Modelling active layer thickness in mountain permafrost based on an analytical solution of the heat transport equation, Kitzsteinhorn, Hohe Tauern Range, Austria

Wolfgang Aumer, Ingo Hartmeyer, Carolyn-Monika Görres, Daniel Uteau, and Stephan Peth

Abstract. The active layer thickness (ALT) refers to the seasonal thaw depth of a permafrost body and is an essential parameter for natural hazard analysis, construction, land-use planning and the estimation of greenhouse gas emissions in periglacial regions. The aim of this study is to model the annual maximum thaw depth for determining ALT based on temperature data measured in four shallow boreholes (SBs, 0.1 m deep) in the summit region of the Kitzsteinhorn (Hohe Tauern Range, Austria, Europe). We set up our heat flow model with temperature data (2016–21) from a 30 m deep borehole (DB) drilled into bedrock at the Kitzsteinhorn north-face. For modeling purposes, we assume 1D conductive heat flow and present an analytical solution of the heat transport equation through sinusoidal temperature waves resulting from seasonal temperature oscillations (damping depth method). The model approach is considered successful: In the validation period (2019–21), modeled and measured ALT differed by only 0.1±0.1 m.

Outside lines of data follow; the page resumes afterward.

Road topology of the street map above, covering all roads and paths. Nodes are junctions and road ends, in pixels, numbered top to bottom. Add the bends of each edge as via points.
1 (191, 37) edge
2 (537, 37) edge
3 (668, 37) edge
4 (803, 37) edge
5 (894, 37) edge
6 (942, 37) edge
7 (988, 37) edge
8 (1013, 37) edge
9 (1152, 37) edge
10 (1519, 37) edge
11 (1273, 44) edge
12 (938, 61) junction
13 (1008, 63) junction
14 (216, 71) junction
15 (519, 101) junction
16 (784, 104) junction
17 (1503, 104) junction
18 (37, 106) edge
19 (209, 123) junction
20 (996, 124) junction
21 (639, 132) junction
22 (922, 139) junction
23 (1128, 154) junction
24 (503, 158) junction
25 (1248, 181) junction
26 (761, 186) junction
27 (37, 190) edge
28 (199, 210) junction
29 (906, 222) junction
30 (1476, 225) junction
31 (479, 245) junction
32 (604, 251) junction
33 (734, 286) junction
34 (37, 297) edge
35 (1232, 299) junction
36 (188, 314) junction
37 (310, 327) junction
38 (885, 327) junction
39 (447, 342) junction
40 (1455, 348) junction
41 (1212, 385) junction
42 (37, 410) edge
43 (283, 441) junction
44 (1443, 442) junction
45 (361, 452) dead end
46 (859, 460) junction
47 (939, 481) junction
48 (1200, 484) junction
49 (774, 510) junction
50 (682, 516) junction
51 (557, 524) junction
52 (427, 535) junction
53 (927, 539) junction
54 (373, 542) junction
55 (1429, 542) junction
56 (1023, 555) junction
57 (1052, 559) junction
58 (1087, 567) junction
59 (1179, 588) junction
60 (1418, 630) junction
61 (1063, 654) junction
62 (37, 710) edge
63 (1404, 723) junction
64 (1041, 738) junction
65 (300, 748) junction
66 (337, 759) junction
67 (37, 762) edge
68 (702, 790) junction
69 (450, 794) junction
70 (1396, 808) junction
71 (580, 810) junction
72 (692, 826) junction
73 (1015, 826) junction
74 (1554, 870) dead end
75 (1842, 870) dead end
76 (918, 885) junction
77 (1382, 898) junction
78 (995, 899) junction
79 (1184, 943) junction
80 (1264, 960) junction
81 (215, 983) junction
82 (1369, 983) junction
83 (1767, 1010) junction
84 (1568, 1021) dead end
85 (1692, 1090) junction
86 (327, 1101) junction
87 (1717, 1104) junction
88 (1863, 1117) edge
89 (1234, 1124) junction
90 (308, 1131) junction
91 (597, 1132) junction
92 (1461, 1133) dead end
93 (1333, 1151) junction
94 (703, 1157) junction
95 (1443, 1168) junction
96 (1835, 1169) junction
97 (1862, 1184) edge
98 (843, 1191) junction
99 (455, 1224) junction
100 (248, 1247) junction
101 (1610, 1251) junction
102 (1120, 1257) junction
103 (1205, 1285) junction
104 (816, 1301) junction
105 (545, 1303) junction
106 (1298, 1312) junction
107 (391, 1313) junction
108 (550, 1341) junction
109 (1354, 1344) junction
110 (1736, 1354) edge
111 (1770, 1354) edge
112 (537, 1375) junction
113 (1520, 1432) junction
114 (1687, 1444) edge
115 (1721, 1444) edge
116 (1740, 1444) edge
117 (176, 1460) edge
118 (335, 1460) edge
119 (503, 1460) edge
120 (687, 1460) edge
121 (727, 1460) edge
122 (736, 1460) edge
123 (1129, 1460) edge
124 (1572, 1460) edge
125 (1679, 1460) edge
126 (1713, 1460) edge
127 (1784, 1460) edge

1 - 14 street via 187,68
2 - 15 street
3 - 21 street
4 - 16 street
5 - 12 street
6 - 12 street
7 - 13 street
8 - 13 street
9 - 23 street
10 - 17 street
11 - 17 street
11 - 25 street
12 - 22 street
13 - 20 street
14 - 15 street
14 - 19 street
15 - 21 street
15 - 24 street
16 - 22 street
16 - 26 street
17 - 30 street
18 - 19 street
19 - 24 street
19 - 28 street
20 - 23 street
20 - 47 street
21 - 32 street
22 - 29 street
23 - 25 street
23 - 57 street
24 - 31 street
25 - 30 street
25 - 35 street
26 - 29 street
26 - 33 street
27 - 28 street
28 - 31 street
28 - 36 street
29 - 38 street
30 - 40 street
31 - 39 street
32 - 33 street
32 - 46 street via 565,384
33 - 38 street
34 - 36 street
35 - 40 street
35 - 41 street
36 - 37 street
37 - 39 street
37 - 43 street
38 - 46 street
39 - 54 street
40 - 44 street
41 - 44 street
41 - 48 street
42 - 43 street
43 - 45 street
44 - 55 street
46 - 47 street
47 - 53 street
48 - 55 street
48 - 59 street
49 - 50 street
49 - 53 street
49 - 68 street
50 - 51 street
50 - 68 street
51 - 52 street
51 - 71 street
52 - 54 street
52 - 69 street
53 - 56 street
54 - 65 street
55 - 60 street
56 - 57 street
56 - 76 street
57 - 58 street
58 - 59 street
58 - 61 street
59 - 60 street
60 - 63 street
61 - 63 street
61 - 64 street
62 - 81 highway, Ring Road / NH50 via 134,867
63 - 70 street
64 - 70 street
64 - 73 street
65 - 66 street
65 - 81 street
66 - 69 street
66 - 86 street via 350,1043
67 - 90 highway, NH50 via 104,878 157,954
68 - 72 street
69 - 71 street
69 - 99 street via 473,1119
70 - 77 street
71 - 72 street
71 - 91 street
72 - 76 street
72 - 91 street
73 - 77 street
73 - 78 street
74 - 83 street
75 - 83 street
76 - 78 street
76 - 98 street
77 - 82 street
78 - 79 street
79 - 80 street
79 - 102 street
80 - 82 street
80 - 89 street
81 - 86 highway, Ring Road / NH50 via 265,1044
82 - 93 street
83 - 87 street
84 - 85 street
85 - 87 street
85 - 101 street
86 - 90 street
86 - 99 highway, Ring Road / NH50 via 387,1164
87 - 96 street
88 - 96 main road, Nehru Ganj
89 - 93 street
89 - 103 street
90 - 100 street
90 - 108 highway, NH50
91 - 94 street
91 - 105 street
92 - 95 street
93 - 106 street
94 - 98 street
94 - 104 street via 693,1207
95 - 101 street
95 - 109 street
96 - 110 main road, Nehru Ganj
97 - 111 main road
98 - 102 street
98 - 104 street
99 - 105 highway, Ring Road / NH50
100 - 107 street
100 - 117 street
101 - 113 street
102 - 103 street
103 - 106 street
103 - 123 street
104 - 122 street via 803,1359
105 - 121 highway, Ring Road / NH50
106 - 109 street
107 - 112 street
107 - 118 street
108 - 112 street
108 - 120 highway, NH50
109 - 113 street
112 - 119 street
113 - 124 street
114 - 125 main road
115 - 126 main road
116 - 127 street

We then applied the DB-calibrated model to four SBs and found that the modeled seasonal ALT maximum ranged between 2.5 m (SB 2) and 10.6 m (SB 1) in the observation period (2013–2021). Due to small differences in altitude (~ 200 m) within the study area, slope aspect had the strongest impact on ALT. To project future ALT deepening due to global warming, we integrated IPCC climate scenarios SSP1-2.6 and SSP5-8.5 into our model. By mid-century (~ 2050), ALT is expected to increase by 48 % at SB 2 and by 62 % at DB under scenario SSP1-2.6 (56 % and 128 % under scenario SSP5-8.5), while permafrost will no longer be present at SB 1, SB 3 and SB 4. By the end of the century (~ 2100), permafrost will only remain under scenario SSP1-2.6 with an ALT increase of 51 % at SB 2 and of 69 % at DB.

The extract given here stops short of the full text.